This appears in at 1:28:28. 

Question: "How does your Principle of Computational Equivalence (PCE) 
explain the separation in complexity between a classical cellular 
automaton (CA) and a quantum CA?"

Wolfram: "OK, so... that's a complicated question... So, one question is:
if you take quantum mechanics as we currently know it, and you say,
okay... let's use quantum mechanics... let's just assume that we can make
measurements infinitely quickly and that the standard formalism of quantum
mechanics sort of is an exact description of the actual world, not some
kind of an idealization of the world (as we know that it is, because we
know that in fact when we make measurements... that we have to, for
example, take one... some degree of freedom and amplify it to an almost an
infinite number of degrees of freedom, and things like that... but let's
assume we don't worry about that... let's take the idealization that it's
just... you know... that, as the formalism suggests that we just... do a
measurement and it happens...,) okay, so then the question is what... how
does... how does what I am talking about relate to the computation that
you can get done in the classical case vs. the quantum case.

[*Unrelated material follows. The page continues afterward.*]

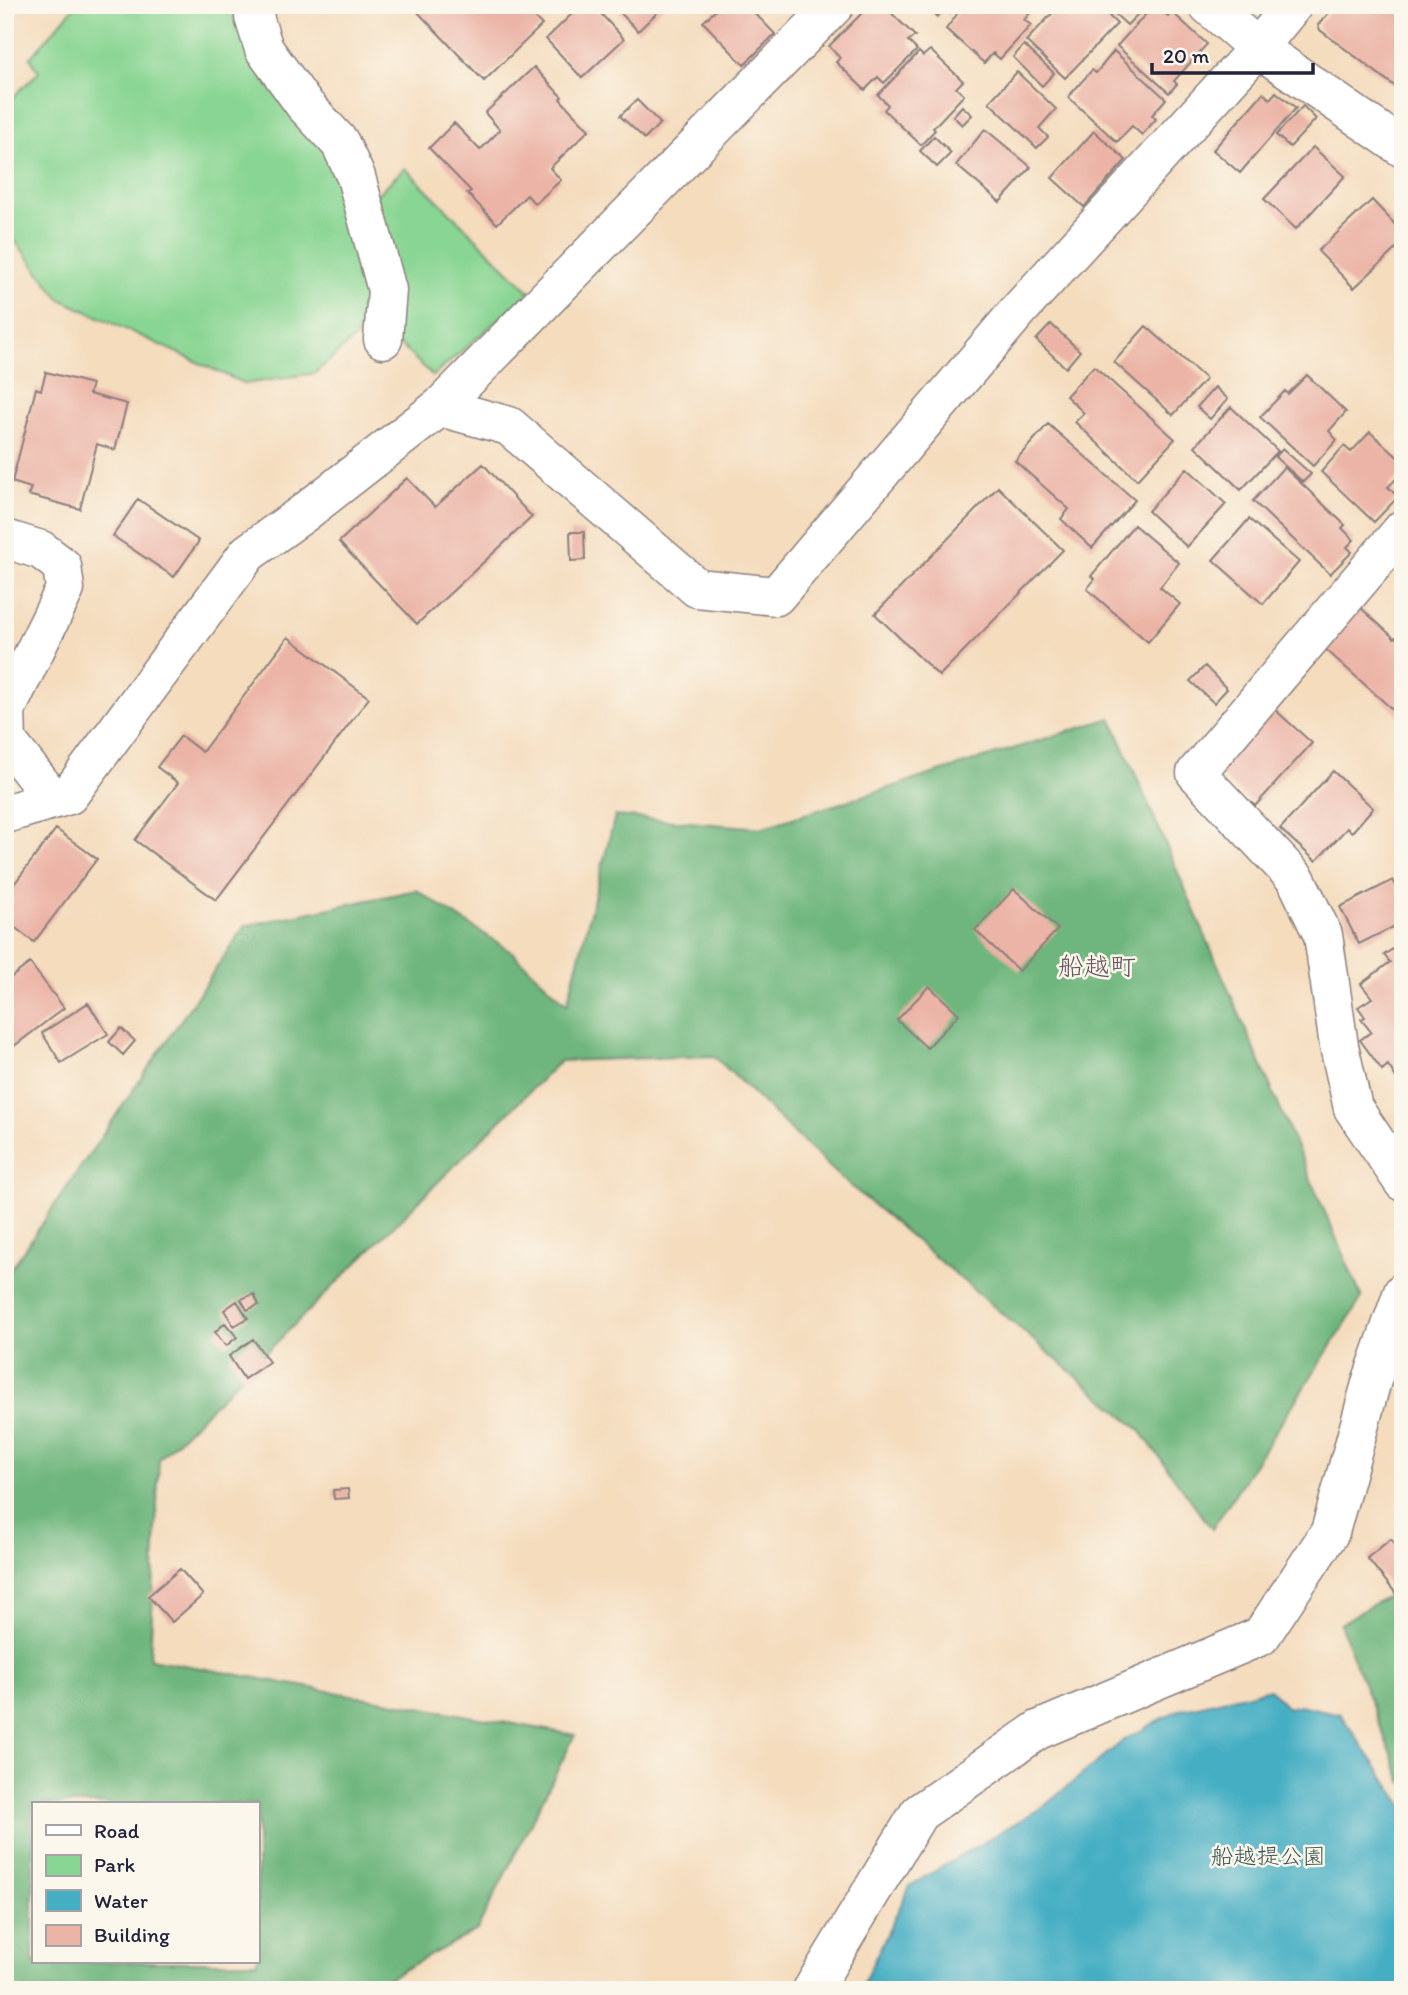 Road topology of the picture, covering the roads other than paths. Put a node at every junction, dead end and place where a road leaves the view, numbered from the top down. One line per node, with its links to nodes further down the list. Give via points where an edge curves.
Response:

So..., first
thing I should say is that, ultimately, the claim of my PCE is that in our
universe it is in fact not possible to do things that are more
sophisticated than what a classical CA, for example, can do. So, if it
turned out that quantum CAs (or quantum computers of some kind) can do
more sophisticated things than any of these classical CAs then this PCE of
mine would just be wrong." And he smiles (roguish smile) and waits, to see
if the answer thus far is sinking in. At this time the question is refined:

Question: "By more sophisticated do you mean with a better complexity
then, or do you mean in a univers..."

Wolfram: "Okay, so to be more specific... I mean... so one question is:
can it do more than a universal Turing machine, can it break Church's
thesis? Another is: can it do... you know... an NP-complete computation in
polynomial time? Okay... so, on the second issue: I am not so sure! On the
first issue, I'm really... you know... I'm, I'm... I certainly will claim
very strongly... I mean... I certainly believe that in our actual universe
one can't do computations that are more sophisticated than one can get
done by a standard classical Turing machine. Now, having said that there's
already then a sort of technical question which is: if you allow quantum
mechanics... if you allow sort of standard idealizations of quantum
mechanics, which involve complex amplitudes that have an arbitrary number
of bits in them, and things like that, even within the formalism... can
you do computations that are more sophisticated than you can do in a
standard classical universal Turing machine? I think that people generally
feel that probably you can't. But, to show that... would be interesting.
For example, the following is true: if you say that you do computations
just with polynomials, that the only operations that you can have are:
writing down a polynomial, and solving a polynomial. Or, solving a
polynomial inequality or something. Well... then, it turns out that there
is a result from the 1930s, I guess, that it is at least... it's...
that... if you're only working with polynomials and solving polynomials
and so on... then... it's a decidable problem; then, every question you
ask is decidable... it was Tarski's result [...] so, within... if the kind
of primitives you have in your theory would be only polynomial primitives
then it is the case that even using these arbitrary precision amplitudes
in quantum mechanics you couldn't compute something more than what we can
classically compute... but as soon as you allow transcendental functions
for example... that is no longer the case, because for example even with
trigonometric functions you can easily encode an arbitrary diophantine
equation in your... sort of, continuous system, so... if you allow such
functions then you can immediately do computations that cannot be done by
a classical Turing machine and if there was a way to get quantum mechanics
to make use of those transcendental functions, which certainly seems not
impossible that could be... then it would imply that quantum mechanics in
its usual idealization would be capable of doing computations beyond the
Church's thesis limit. So... Then you can ask questions about the NP
completeness level of things: I'm less certain about that... my own
guess... speculation... is that in fact if you try... eventually, unravel
the idealizations that are made in sort of particle [physics] and quantum
mechanics that you will find that in fact you don't succeed in doing
things that are sort of more sophisticated than you could do with a
classical Turing machine type system... but I don't know that for sure!"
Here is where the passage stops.